■ What is required: Read the records below. Copy each line where the string "Pierce" occurs.

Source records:

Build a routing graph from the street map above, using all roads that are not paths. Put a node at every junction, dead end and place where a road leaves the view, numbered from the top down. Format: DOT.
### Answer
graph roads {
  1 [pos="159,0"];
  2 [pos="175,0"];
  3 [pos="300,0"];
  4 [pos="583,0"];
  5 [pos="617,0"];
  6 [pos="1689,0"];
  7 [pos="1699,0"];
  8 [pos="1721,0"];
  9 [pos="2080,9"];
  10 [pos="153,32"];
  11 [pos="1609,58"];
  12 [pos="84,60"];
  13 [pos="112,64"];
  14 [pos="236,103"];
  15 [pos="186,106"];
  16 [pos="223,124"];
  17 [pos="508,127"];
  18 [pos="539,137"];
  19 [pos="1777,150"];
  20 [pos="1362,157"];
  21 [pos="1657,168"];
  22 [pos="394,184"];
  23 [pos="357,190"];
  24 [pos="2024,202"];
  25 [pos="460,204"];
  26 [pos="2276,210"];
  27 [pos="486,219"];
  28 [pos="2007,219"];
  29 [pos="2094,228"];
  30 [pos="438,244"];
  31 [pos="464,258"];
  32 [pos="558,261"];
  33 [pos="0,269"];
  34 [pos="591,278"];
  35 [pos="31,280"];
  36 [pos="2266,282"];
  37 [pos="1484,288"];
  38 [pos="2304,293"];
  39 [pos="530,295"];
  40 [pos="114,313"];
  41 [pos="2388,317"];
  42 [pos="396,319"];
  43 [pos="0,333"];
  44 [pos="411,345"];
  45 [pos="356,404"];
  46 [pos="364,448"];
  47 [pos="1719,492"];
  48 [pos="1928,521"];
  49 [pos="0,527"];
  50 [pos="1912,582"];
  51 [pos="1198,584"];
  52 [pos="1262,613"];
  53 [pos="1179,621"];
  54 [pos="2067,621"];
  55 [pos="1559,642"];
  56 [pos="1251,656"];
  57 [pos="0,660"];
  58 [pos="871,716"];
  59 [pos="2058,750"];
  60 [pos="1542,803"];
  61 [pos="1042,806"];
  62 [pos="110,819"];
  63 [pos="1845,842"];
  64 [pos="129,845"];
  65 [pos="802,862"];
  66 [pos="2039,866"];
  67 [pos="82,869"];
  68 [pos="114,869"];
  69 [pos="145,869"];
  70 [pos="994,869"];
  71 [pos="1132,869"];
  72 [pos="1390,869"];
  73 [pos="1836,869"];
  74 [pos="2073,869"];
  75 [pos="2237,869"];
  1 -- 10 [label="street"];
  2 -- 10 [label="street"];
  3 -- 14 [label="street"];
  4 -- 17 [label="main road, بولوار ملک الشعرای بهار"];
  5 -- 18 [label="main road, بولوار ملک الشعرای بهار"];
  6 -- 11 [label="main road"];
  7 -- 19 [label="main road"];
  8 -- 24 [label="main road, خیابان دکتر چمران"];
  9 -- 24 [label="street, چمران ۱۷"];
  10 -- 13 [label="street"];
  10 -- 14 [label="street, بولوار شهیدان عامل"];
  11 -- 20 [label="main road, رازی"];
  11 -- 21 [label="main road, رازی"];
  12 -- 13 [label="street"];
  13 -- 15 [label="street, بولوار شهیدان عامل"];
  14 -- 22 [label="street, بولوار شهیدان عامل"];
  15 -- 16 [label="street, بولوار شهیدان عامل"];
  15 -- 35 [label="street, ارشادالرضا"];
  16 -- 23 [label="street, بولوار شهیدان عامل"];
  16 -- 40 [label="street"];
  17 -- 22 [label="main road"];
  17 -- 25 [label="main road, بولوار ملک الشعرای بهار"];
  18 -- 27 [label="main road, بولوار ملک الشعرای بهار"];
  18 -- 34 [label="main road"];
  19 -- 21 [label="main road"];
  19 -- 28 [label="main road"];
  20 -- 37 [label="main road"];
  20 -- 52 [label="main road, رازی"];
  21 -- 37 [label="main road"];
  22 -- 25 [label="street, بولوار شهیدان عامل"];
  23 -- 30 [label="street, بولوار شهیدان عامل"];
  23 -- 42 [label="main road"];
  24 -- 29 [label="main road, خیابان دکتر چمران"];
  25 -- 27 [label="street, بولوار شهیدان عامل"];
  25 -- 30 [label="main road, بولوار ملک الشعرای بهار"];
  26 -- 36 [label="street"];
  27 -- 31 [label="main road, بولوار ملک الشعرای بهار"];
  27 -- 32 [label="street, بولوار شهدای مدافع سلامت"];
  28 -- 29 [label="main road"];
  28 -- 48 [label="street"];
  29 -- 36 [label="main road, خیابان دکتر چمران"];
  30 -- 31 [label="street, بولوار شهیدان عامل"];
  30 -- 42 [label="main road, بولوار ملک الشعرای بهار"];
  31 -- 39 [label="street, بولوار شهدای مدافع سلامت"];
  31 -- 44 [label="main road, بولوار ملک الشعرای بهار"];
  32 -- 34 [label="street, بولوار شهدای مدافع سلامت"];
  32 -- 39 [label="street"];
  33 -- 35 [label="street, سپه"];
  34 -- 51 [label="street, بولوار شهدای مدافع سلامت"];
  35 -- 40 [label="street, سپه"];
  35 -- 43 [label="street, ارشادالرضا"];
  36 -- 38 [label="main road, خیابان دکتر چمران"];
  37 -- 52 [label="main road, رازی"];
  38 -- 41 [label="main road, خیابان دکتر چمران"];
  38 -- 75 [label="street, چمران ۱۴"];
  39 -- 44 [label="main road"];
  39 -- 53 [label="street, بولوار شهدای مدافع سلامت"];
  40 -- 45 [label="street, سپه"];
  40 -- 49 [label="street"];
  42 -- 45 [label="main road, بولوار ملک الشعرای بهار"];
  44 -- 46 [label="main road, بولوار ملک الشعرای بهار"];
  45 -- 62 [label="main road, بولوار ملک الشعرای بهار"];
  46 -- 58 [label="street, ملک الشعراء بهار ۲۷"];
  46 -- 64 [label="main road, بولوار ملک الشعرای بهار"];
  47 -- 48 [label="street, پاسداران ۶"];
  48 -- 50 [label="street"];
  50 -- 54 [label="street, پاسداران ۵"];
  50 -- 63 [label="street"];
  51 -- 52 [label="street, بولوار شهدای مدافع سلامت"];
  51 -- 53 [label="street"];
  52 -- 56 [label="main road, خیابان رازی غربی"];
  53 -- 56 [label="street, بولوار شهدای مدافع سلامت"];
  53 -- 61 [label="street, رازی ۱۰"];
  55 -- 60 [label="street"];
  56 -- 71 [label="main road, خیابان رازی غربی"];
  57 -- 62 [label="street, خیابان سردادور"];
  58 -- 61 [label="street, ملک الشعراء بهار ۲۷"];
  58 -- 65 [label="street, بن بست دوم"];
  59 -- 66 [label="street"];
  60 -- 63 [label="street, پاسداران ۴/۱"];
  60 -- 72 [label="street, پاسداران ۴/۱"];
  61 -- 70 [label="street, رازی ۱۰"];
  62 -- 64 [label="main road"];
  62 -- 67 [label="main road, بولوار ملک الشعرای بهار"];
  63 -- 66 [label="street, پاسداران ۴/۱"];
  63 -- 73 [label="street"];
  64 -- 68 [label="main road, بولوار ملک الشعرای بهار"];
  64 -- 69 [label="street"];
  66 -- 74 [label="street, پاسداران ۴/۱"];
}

==

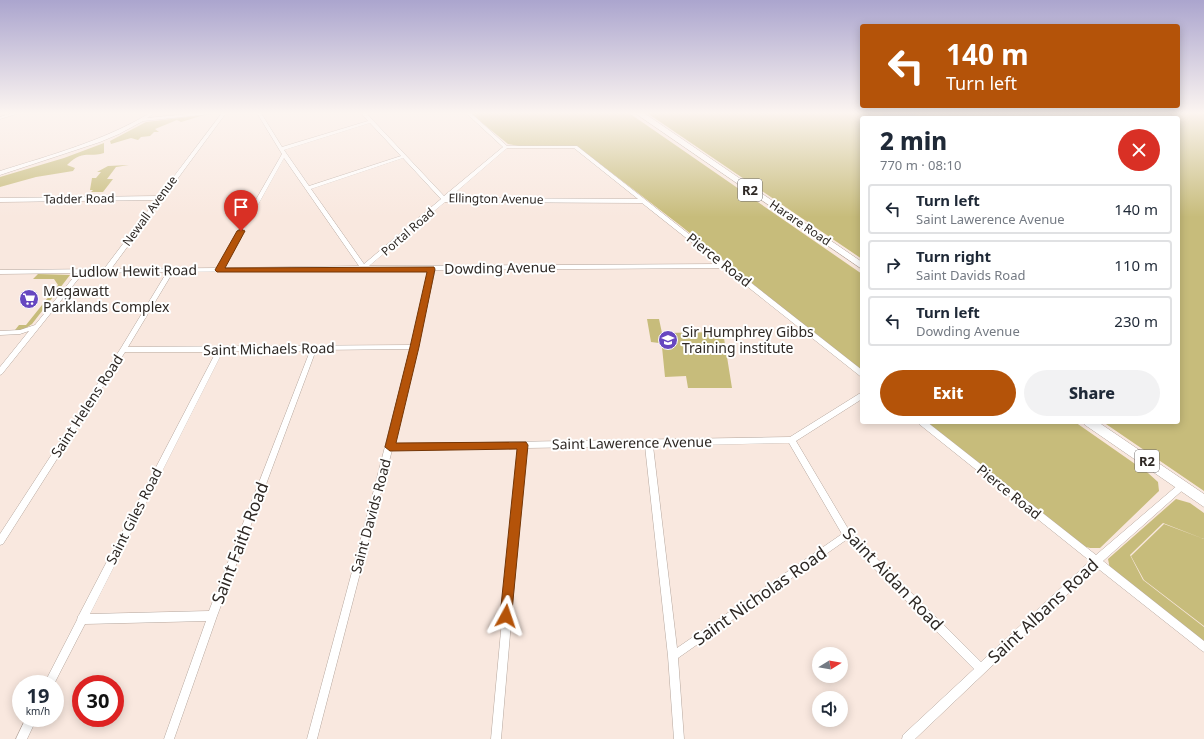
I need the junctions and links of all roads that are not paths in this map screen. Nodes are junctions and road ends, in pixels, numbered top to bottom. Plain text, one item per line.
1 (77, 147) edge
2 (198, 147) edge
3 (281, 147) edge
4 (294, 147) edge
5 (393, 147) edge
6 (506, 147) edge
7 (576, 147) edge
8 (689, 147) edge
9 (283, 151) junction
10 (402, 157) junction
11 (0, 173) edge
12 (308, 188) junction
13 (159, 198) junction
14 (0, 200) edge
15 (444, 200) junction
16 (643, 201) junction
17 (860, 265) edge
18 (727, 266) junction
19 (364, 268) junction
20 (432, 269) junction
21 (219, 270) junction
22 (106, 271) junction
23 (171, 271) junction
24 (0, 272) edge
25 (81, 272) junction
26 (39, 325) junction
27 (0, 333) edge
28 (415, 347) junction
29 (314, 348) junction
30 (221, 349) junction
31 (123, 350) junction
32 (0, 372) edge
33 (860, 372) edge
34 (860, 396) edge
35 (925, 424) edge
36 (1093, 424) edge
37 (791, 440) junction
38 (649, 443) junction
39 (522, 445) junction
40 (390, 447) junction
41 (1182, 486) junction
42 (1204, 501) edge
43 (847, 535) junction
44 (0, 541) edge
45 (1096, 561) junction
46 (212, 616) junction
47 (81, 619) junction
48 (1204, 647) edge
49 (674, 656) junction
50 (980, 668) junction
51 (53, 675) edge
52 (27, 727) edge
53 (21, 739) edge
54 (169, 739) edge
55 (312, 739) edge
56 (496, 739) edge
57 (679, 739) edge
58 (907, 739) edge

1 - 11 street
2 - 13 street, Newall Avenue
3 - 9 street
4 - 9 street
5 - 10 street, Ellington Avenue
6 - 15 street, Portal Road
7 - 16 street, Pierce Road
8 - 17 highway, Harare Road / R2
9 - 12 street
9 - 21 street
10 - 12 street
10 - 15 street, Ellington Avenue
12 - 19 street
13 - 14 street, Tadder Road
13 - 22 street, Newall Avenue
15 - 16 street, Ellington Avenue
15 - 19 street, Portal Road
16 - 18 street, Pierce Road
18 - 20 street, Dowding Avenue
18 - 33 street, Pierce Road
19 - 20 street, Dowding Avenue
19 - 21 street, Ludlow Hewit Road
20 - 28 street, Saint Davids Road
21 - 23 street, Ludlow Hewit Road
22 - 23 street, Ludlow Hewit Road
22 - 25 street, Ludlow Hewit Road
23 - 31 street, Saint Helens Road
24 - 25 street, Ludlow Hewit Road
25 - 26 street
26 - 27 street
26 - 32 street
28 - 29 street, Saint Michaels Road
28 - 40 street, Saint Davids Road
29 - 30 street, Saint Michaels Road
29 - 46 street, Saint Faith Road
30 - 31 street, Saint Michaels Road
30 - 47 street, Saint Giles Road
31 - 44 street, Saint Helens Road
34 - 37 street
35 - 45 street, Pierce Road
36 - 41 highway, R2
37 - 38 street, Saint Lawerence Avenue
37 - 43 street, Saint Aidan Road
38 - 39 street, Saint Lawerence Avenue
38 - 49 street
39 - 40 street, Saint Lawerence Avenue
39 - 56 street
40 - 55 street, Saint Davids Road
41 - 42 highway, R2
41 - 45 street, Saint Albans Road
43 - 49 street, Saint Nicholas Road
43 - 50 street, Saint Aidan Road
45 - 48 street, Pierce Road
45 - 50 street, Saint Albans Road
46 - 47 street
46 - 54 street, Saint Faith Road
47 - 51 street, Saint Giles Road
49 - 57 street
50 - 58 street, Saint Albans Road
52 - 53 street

■ The completed task:
7 - 16 street, Pierce Road
16 - 18 street, Pierce Road
18 - 33 street, Pierce Road
35 - 45 street, Pierce Road
45 - 48 street, Pierce Road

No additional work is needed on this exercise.